What is Gingivitis?
Gingivitis is the first stage of gum (periodontal) disease.
Most typically characterized by an inflammation of the gums, gingivitis is usually caused by bacterial plaque and poor dental hygiene.
Unfortunately, gingivitis is quite a common disease and many people are not even aware that they are infected. If untreated, gingivitis may develop into
periodontitis, a more serious form of periodontal disease that is likely to lead to tooth loss as well.
In some cases, gingivitis may have few obvious symptoms or signs. Which is why, as previously mentioned, many may be infected with the disease without even knowing it.
Among more serious symptoms, gingivitis may cause damage to the oral tissues, ligaments and tooth sockets that support tooth structure.
This is a result of plaque that remains in the mouth for a long period of time: the unremoved plaque will harden and become tartar, having a negative effect on the gums.
Causes of Gingivitis
The number one cause of gingivitis is poor dental hygiene—including appropriate at-home care and regular in-office dental checkups to maintain oral health.
SIGNS OF GINGIVITIS INCLUDE
- Redness and/or swelling of the gums
- Bad breath
- Irritation of the gums
- Bleeding gums (especially when performing hygienic practices such as brushing or flossing)
- Tender gums
- Sores in the mouth
CAUSES OF GINGIVITIS
- Habits of forceful brushing and/or flossing with a hard-bristled toothbrush
- Hormonal imbalance
- A weak immune system or poor overall health
- Unsanitary dental appliances (for example, braces and bridges are a few dental appliances in the
mouth that can become unsanitary).
Is Gingivitis Contagious?
Ultimately, gingivitis is a contagious disease caused by bacteria in the mouth and poor oral hygiene.

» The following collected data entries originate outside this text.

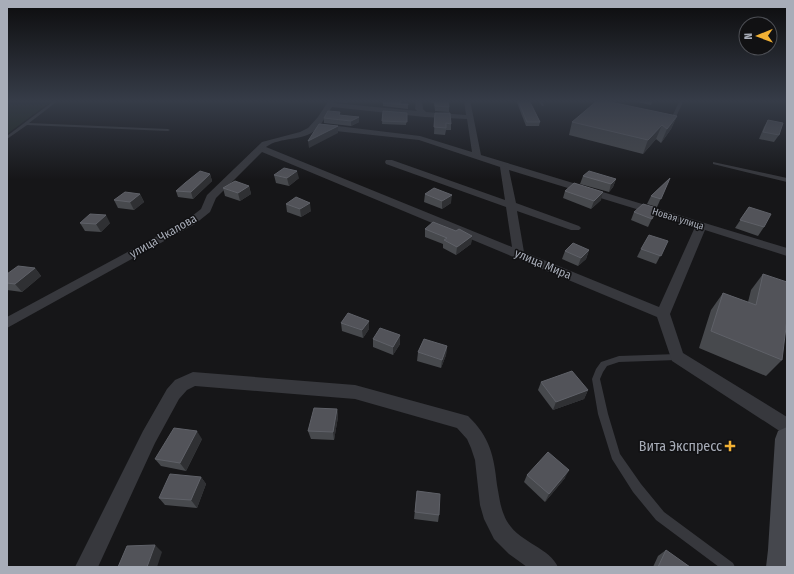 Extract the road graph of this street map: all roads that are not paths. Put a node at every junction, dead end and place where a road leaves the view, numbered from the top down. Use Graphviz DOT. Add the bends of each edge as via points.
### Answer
graph roads {
  1 [pos="23,127"];
  2 [pos="92,127"];
  3 [pos="314,127"];
  4 [pos="322,127"];
  5 [pos="472,127"];
  6 [pos="168,130"];
  7 [pos="7,138"];
  8 [pos="262,148"];
  9 [pos="477,157"];
  10 [pos="389,162"];
  11 [pos="715,163"];
  12 [pos="504,165"];
  13 [pos="787,180"];
  14 [pos="511,206"];
  15 [pos="700,226"];
  16 [pos="575,228"];
  17 [pos="787,252"];
  18 [pos="519,255"];
  19 [pos="663,314"];
  20 [pos="7,323"];
  21 [pos="677,357"];
  22 [pos="787,426"];
  23 [pos="787,439"];
  24 [pos="783,556"];
  25 [pos="86,567"];
  26 [pos="547,567"];
  27 [pos="729,567"];
  1 -- 7 [label="lane"];
  2 -- 6 [label="lane"];
  3 -- 8 [label="street, улица Чкалова" via="307,133 274,140"];
  4 -- 9 [label="street, Новая улица" via="420,138"];
  5 -- 9 [label="street"];
  8 -- 18 [label="street, улица Мира"];
  8 -- 20 [label="street, улица Чкалова" via="211,197 206,210 191,222"];
  9 -- 12 [label="street, Новая улица"];
  10 -- 14 [label="street"];
  11 -- 13 [label="lane"];
  12 -- 14 [label="street"];
  12 -- 15 [label="street, Новая улица"];
  14 -- 16 [label="street"];
  14 -- 18 [label="street"];
  15 -- 17 [label="street, Новая улица"];
  15 -- 19 [label="street"];
  18 -- 19 [label="street, улица Мира"];
  19 -- 21 [label="street"];
  21 -- 22 [label="street"];
  21 -- 27 [label="lane" via="619,359 604,364 596,379 603,414 616,456 646,499 660,516"];
  23 -- 24 [label="street"];
  25 -- 26 [label="street" via="149,437 173,394 181,385 193,379 355,392 462,422 473,432 481,446 493,517 512,542"];
} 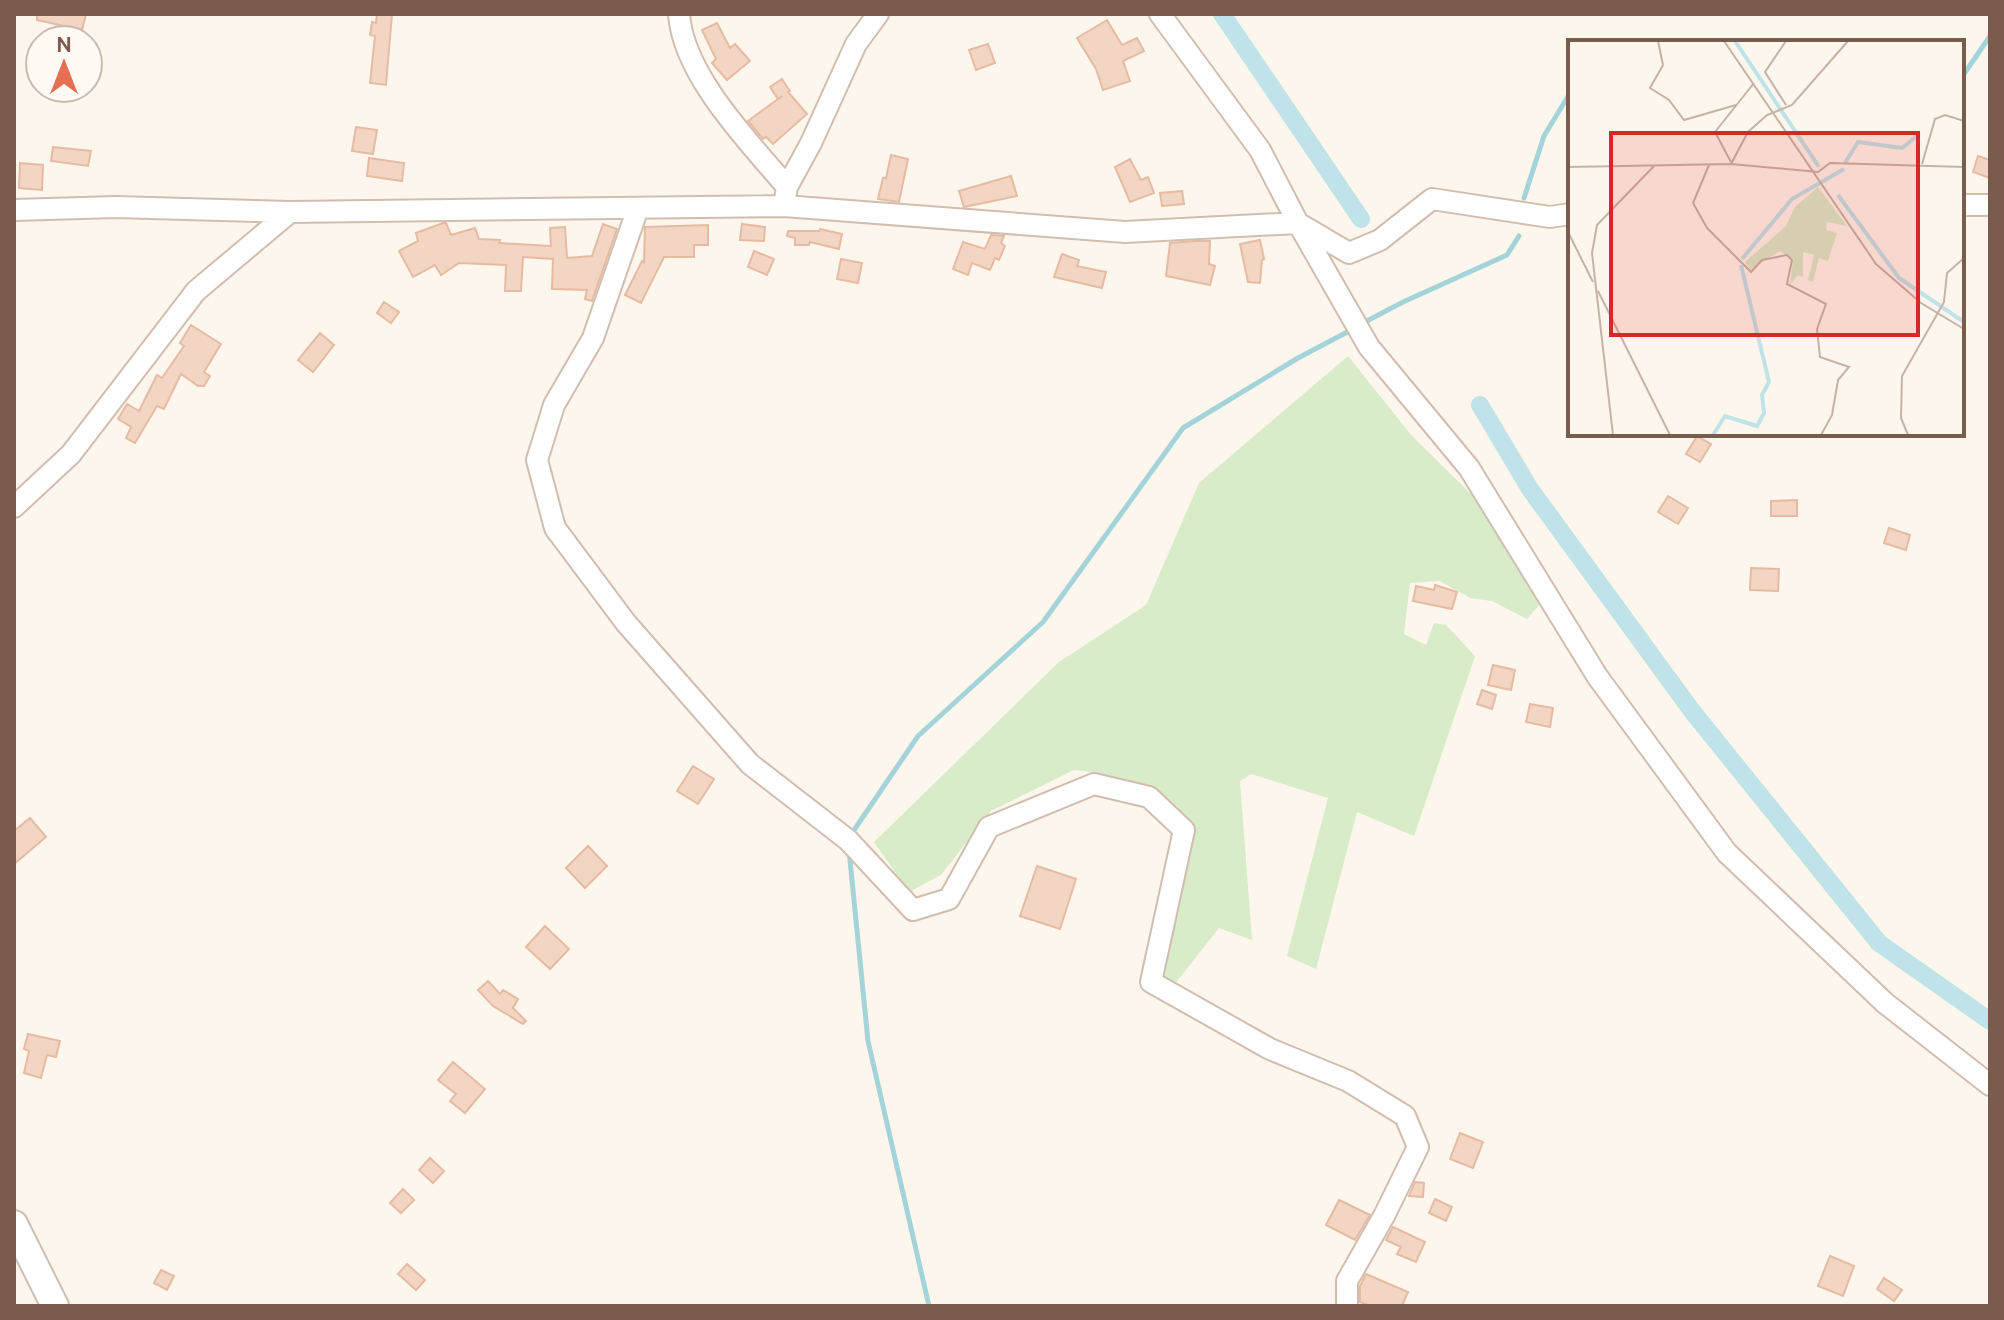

The bacteria is present in one’s saliva and, just as cavity-causing bacteria, gingivitis can be communicable from one person to another (through kissing, sharing silverware, cups, etc.).
Pregnancy and Gingivitis
Research shows up to 70% of pregnant women become infected with gingivitis. Because pregnant women experience hormonal changes, expecting mothers should be aware of their increased risk of gingivitis infection. Pregnancy may cause a rise in the level of progesterone, a hormone which provides a likely environment for bacteria in the mouth to thrive. Expecting mothers should take proper precautions and practice an appropriate dental hygiene routine, in addition to consulting a dentist and making regular dental visits throughout the pregnancy.
Treatment and Prevention of Gingivitis
The first step in preventing gingivitis is practicing proper dental hygiene. Understanding
how to brush correctly, appropriate flossing techniques and scheduling regular
dentist visits for checkups are essential for everyone.
To avoid the progression of gingivitis into periodontal disease, awareness of infection and seeking early treatment is paramount. Consult your dentist if you have not had a recent exam to test for gingivitis.
Gingivitis treatments are available at the dentist office but also require at-home care.
Gingivitis treatments include:
- Professional teeth cleaning to remove plaque and tartar.
- Proper at-home hygienic care, including how and when to brush, floss and rinse, etc.
If an unsanitary dental appliance is the cause, the dentist may refer the patient to his or her orthodontist for a new appliance to replace it.
Unfortunately, recurring gingivitis is not uncommon so regular dental checkups are essential. For people who are prone to gingivitis, we recommend continual visits to the dentist office for professional teeth cleaning sessions.